# YOUR ASSIGNMENT
From the entries below, please output exactly the lines starting at the one containing "thumb tip: (1112, 776)" and ending at the one containing "ring pip: (1213, 758)", both included.

# DATA RECORDS
========

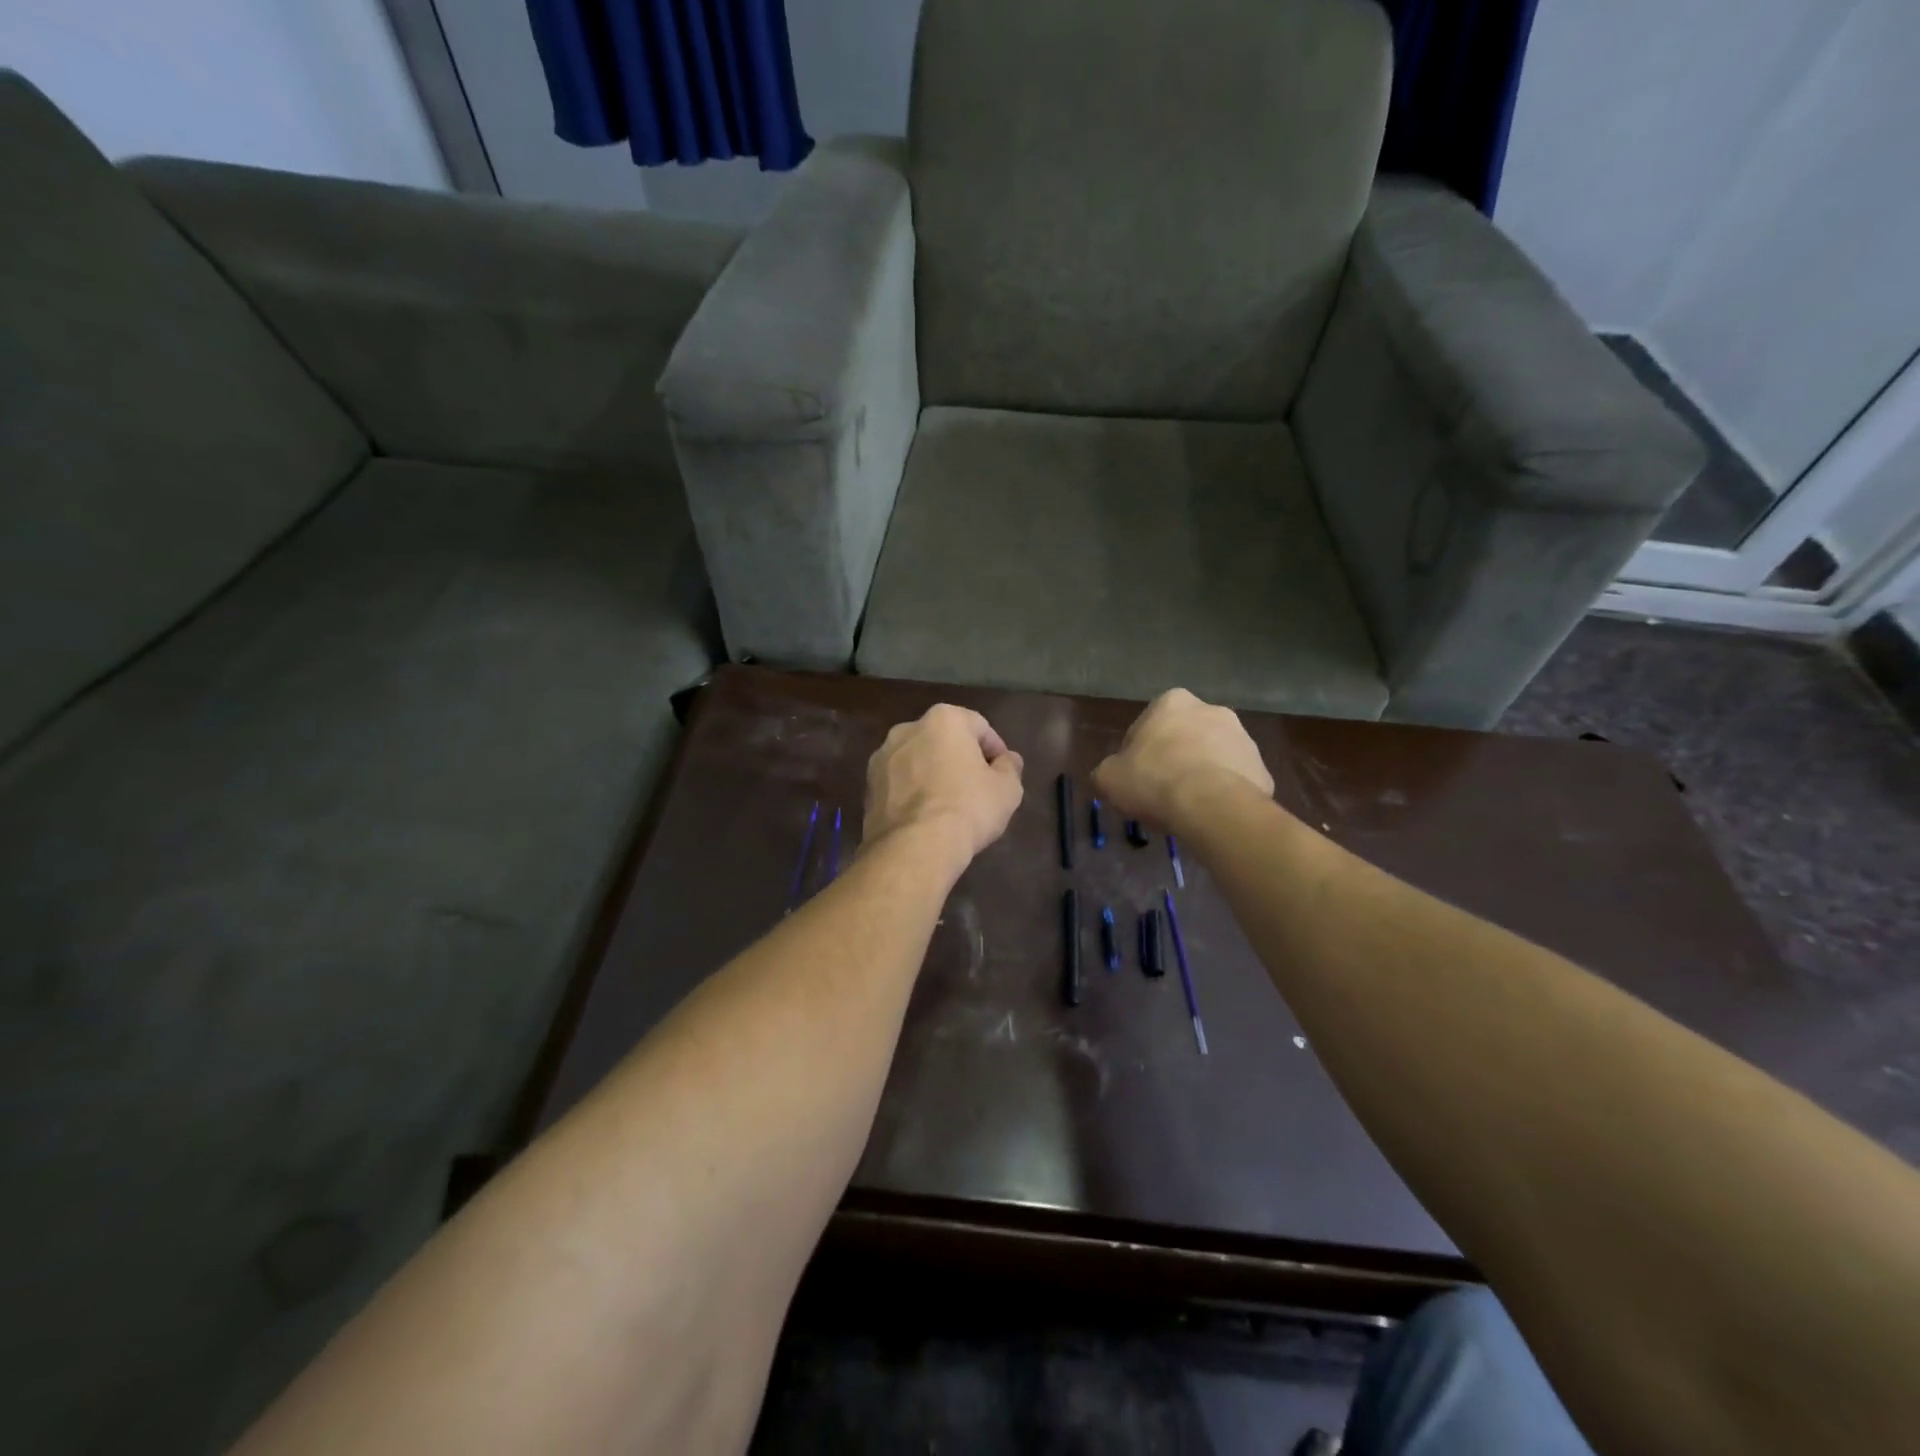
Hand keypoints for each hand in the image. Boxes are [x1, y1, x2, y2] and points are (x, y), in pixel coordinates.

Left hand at [864, 704, 1025, 870]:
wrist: (914, 846)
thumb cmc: (968, 808)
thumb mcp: (1007, 790)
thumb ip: (1010, 768)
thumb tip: (1007, 761)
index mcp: (943, 720)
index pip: (979, 726)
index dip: (995, 749)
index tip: (1003, 773)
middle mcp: (907, 729)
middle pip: (943, 740)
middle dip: (960, 759)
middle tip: (977, 787)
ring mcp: (881, 758)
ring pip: (917, 761)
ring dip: (932, 774)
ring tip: (949, 804)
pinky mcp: (868, 787)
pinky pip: (899, 784)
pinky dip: (912, 793)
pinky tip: (925, 817)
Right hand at [1093, 689, 1274, 832]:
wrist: (1211, 806)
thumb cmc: (1154, 780)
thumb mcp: (1108, 778)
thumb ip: (1108, 771)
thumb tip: (1112, 776)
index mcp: (1172, 702)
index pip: (1147, 726)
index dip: (1138, 754)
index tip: (1135, 777)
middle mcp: (1212, 710)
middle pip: (1184, 738)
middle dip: (1175, 759)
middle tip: (1161, 791)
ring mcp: (1243, 739)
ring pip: (1213, 758)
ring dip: (1201, 774)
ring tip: (1187, 808)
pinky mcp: (1262, 769)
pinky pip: (1235, 782)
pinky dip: (1224, 795)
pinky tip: (1210, 815)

========

# TASK RESPONSE
thumb tip: (1112, 776)
index mcp: (1172, 702)
index pip: (1147, 726)
index dip: (1138, 754)
index tip: (1135, 777)
middle mcp: (1212, 710)
middle pip: (1184, 738)
middle dip: (1175, 759)
middle tip: (1161, 791)
ring mcp: (1243, 739)
ring pip: (1213, 758)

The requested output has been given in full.